Cuando la ciudad de Bragança era todavía una pequeña aldea llamada Benquerença vivía allí una bella y huerfana princesa con su tío, el señor del castillo. La princesa se había enamorado de un guerrero valeroso, pero más pobre que una rata - y quizás de origen judio. Éste, que también la amaba con pasión, decidió partir en busca de fortuna, prometiendo regresar en cuanto fuera digno de pedirla en matrimonio. Los años fueron pasando y la princesa rechazó cuantos pretendientes trataron de pedir su mano, con lo que la impaciencia de su tío, de temperamento sanguineo y feroz, aumentaba día tras día hasta que decidió casarla, a buenas o a malas, con un caballero amigo suyo de gran riqueza. Pero dicen que el mismo día en que fueron presentados, la joven princesa confesó al caballero que su corazón pertenecía a otro, al guerrero que salió en busca de fortuna diez años atrás y al que ella estaba dispuesta a esperar hasta el fin de sus días. Su tío montó en cólera y en ese mismo momento juró venganza.

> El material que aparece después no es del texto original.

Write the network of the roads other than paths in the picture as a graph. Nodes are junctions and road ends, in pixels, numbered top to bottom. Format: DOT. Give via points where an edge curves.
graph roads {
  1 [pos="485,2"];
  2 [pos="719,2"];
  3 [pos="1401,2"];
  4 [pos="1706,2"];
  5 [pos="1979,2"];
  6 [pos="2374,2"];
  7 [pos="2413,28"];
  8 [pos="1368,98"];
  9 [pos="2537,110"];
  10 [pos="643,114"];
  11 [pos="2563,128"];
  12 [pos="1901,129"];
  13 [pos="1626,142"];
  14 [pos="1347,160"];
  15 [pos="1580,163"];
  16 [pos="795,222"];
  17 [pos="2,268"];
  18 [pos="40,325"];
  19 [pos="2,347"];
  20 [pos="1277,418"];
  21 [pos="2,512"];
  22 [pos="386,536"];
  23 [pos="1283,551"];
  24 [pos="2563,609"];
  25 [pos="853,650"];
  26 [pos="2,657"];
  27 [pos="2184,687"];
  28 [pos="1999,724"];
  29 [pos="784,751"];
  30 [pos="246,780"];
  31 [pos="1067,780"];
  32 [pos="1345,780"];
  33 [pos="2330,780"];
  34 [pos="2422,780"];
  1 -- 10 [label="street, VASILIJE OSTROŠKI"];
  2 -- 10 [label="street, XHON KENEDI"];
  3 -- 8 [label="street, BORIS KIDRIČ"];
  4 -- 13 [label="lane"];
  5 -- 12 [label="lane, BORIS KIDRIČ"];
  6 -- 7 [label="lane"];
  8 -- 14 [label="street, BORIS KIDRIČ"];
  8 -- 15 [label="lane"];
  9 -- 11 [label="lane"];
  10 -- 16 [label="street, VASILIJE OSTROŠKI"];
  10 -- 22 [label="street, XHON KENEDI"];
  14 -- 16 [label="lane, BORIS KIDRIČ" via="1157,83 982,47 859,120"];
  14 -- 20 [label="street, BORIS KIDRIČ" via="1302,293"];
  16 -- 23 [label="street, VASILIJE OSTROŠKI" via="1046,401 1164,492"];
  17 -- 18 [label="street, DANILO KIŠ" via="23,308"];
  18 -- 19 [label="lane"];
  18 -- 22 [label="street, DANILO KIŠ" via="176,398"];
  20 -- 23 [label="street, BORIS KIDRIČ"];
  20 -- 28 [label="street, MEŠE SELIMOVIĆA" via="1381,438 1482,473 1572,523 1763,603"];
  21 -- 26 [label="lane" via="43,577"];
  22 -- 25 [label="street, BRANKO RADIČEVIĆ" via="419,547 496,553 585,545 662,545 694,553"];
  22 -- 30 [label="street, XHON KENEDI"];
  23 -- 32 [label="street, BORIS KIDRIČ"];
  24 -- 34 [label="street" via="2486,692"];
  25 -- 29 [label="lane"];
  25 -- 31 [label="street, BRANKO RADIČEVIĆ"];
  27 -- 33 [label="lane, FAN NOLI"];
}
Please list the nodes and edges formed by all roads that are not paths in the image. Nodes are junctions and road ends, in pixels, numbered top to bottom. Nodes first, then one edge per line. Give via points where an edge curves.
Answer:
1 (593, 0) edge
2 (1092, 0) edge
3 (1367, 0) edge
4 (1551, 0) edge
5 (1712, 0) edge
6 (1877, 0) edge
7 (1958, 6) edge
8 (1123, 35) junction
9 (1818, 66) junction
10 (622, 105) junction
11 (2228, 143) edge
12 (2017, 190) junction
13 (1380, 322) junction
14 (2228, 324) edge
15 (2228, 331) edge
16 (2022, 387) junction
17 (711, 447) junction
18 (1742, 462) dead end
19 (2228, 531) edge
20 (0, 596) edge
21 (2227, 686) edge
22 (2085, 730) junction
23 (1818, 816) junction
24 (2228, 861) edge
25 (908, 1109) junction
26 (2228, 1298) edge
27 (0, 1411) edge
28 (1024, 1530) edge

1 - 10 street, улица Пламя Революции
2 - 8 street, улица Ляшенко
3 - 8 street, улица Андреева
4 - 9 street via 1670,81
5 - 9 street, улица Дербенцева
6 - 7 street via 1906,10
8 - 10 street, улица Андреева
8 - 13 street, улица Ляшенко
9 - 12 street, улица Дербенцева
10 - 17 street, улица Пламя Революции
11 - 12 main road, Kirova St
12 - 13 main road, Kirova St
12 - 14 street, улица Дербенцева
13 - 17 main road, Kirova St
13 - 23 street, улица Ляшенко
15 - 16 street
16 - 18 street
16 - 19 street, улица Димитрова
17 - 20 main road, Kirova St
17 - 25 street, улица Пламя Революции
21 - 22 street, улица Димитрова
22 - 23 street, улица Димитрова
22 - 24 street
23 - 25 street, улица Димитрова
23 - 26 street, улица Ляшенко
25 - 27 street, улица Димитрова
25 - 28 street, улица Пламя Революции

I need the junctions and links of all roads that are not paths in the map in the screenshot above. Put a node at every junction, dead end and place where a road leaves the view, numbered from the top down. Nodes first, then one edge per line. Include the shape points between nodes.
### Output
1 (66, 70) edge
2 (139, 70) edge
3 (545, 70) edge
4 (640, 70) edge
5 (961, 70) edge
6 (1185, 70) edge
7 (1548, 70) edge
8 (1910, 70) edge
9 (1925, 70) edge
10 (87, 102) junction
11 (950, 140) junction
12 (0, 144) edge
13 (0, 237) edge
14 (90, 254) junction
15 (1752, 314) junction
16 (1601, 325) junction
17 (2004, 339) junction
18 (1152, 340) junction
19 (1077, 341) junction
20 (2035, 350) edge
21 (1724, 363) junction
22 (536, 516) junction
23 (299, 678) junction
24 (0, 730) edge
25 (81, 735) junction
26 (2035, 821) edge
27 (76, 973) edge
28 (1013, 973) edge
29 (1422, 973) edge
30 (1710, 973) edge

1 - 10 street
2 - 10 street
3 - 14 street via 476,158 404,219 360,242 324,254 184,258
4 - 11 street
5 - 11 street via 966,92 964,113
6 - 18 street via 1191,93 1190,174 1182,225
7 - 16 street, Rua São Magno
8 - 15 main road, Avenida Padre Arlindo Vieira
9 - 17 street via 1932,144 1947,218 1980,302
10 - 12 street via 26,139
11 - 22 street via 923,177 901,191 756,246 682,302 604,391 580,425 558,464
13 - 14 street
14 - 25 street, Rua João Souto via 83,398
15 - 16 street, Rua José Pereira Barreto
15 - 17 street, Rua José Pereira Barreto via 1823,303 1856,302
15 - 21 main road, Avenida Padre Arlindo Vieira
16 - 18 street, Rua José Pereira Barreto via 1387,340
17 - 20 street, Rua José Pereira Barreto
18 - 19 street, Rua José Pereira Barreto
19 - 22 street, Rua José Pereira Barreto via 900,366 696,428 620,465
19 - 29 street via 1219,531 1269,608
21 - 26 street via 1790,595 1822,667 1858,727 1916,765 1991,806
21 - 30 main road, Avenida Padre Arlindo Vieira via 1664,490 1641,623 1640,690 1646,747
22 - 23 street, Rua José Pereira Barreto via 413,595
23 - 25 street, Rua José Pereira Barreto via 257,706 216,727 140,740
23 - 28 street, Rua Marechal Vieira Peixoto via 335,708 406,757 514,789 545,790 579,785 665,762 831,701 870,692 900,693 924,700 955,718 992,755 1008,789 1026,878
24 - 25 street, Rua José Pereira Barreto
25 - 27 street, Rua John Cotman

 Al cabo de pocas noches, cuando una horrible tormenta azotaba la aldea de Benquerença, el señor del castillo se disfrazó de fantasma y se introdujo en los aposentos de su sobrina. "¡Ah, soberbia! ¡Ah, pecadora!" - gritó con voz espectral - "Has de saber que aquel al que dices amar murió ya hace más de cinco años y, como castigo a tu empecinamiento, si antes de dos semanas no has contraído matrimonio con el caballero Don Luiz, tu alma quedará condenada a los fuegos del infierno para toda la eternidad" Y cuentan que ya el tío estaba a punto de obligarla a jurar sobre el evangelio, cuando otra de las puertas se abrió y ¡oh, milagro!: a través de la galerna, en la plenitud de la noche, un rayo de sol atravesó la habitación y se desubrió el engaño.


A partir de entonces el viejo señor, impresionado por aquel rayo de sol milagroso, nunca más trató de forzar la voluntad de su sobrina y ella se retiró a una de las torres del castillo. Hay quien dice que allí permaneció hasta el fin de sus días, como había prometido, pues su amado nunca regresó. Otros afirman que sí, que volvió una noche y juntos huyeron en un caballo veloz... Lo único cierto es que, aún a día de hoy, las dos puertas del milagro son conocidas como Puerta de la Traición la una y Puerta del Sol la otra; y la torre donde ella vivió, enfrente pero alejada de la del Homenaje, es la muy admirada Torre de la Princesa.